Task requirements: Answer with a number only, giving how many lines in the data below include "Pelabravo".

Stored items

== Segment start ==

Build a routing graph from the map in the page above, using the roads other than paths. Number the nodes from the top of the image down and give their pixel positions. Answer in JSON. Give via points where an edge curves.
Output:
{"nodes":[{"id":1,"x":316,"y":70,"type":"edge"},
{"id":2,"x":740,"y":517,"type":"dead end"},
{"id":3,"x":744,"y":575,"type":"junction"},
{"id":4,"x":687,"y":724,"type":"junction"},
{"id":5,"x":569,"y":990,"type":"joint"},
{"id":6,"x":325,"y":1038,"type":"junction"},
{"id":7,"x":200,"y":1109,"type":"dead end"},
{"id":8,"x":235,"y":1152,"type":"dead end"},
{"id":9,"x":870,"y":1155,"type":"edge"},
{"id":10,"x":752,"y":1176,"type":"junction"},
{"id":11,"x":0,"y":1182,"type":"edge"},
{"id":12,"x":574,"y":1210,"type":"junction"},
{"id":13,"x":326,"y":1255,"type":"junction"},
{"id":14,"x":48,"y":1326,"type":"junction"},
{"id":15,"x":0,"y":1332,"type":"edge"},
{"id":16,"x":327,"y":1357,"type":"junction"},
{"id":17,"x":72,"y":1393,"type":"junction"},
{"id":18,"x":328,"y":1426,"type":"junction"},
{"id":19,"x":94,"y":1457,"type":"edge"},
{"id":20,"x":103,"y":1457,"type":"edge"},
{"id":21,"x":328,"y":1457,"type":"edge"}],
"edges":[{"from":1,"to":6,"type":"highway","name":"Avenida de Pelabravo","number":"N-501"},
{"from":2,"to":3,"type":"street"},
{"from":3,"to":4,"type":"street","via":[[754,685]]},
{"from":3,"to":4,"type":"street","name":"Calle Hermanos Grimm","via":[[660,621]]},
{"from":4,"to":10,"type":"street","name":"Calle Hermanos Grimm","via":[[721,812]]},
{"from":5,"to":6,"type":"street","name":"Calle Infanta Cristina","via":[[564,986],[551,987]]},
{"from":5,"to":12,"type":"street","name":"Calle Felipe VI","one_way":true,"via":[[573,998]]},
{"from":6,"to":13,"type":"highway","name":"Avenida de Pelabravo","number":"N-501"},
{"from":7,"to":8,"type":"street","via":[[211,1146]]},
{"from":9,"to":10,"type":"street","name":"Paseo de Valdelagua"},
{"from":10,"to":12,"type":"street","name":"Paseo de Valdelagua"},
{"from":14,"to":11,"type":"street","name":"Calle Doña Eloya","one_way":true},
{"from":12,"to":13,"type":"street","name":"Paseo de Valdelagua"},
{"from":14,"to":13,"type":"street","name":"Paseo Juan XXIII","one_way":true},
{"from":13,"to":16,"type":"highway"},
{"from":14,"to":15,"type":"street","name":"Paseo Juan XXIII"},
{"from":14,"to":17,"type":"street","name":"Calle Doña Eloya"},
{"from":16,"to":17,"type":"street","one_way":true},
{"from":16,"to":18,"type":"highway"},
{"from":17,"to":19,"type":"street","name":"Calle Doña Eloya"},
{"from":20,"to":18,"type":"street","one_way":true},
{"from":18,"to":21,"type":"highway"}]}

== Segment end ==
== Segment start ==

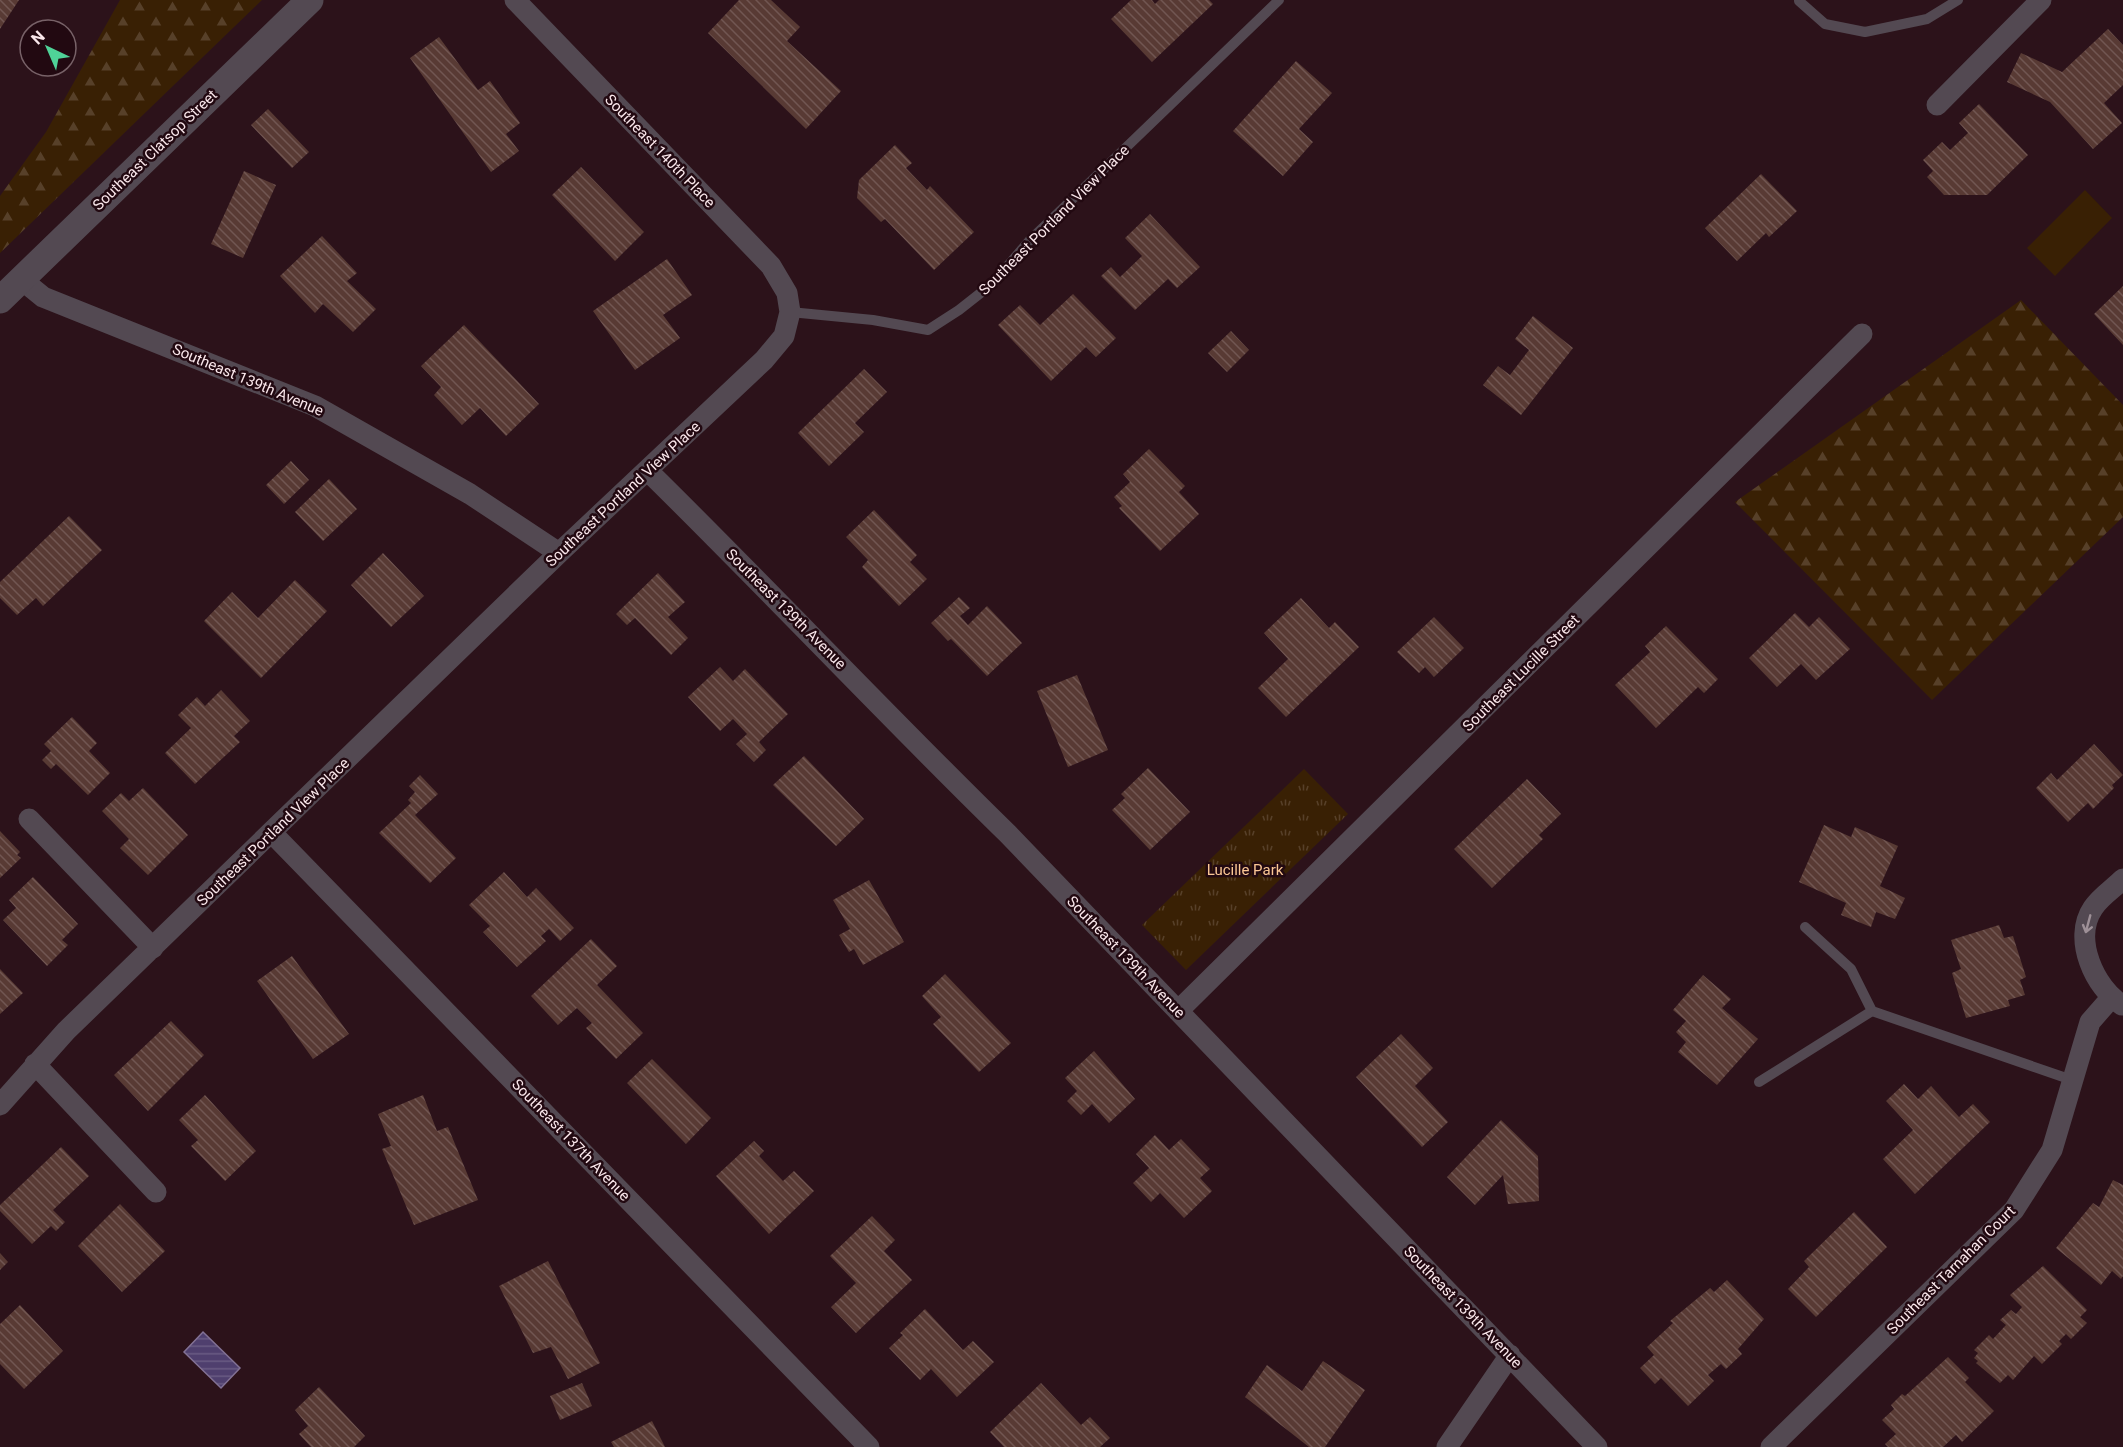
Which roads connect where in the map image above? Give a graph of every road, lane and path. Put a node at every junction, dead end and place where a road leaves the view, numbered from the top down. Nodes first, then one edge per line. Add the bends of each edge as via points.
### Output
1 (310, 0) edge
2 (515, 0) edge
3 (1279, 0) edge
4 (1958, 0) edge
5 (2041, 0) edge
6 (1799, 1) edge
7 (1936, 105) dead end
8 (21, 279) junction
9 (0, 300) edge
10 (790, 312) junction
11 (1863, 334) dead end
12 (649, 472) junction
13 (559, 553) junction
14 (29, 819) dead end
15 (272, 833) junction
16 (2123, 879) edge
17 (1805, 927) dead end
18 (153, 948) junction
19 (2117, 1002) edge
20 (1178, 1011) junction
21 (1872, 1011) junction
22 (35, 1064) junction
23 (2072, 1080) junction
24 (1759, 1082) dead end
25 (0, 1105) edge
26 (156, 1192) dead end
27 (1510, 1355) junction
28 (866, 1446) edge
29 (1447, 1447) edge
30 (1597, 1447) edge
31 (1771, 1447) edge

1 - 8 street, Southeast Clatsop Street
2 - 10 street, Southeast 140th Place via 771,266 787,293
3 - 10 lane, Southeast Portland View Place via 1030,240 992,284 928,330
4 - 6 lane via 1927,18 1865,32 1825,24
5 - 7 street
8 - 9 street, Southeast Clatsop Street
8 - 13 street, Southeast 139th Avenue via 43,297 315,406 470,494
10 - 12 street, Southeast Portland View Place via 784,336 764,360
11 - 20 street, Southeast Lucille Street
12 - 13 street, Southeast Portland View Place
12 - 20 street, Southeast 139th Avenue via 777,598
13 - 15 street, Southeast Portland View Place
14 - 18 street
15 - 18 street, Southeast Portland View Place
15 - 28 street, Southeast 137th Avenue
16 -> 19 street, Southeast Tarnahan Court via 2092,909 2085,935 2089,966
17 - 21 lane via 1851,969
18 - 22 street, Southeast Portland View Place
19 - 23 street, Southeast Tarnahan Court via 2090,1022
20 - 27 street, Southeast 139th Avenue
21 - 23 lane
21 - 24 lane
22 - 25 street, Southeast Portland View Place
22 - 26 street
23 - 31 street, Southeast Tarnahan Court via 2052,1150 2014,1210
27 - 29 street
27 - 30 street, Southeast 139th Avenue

== Segment end ==

Answer: 2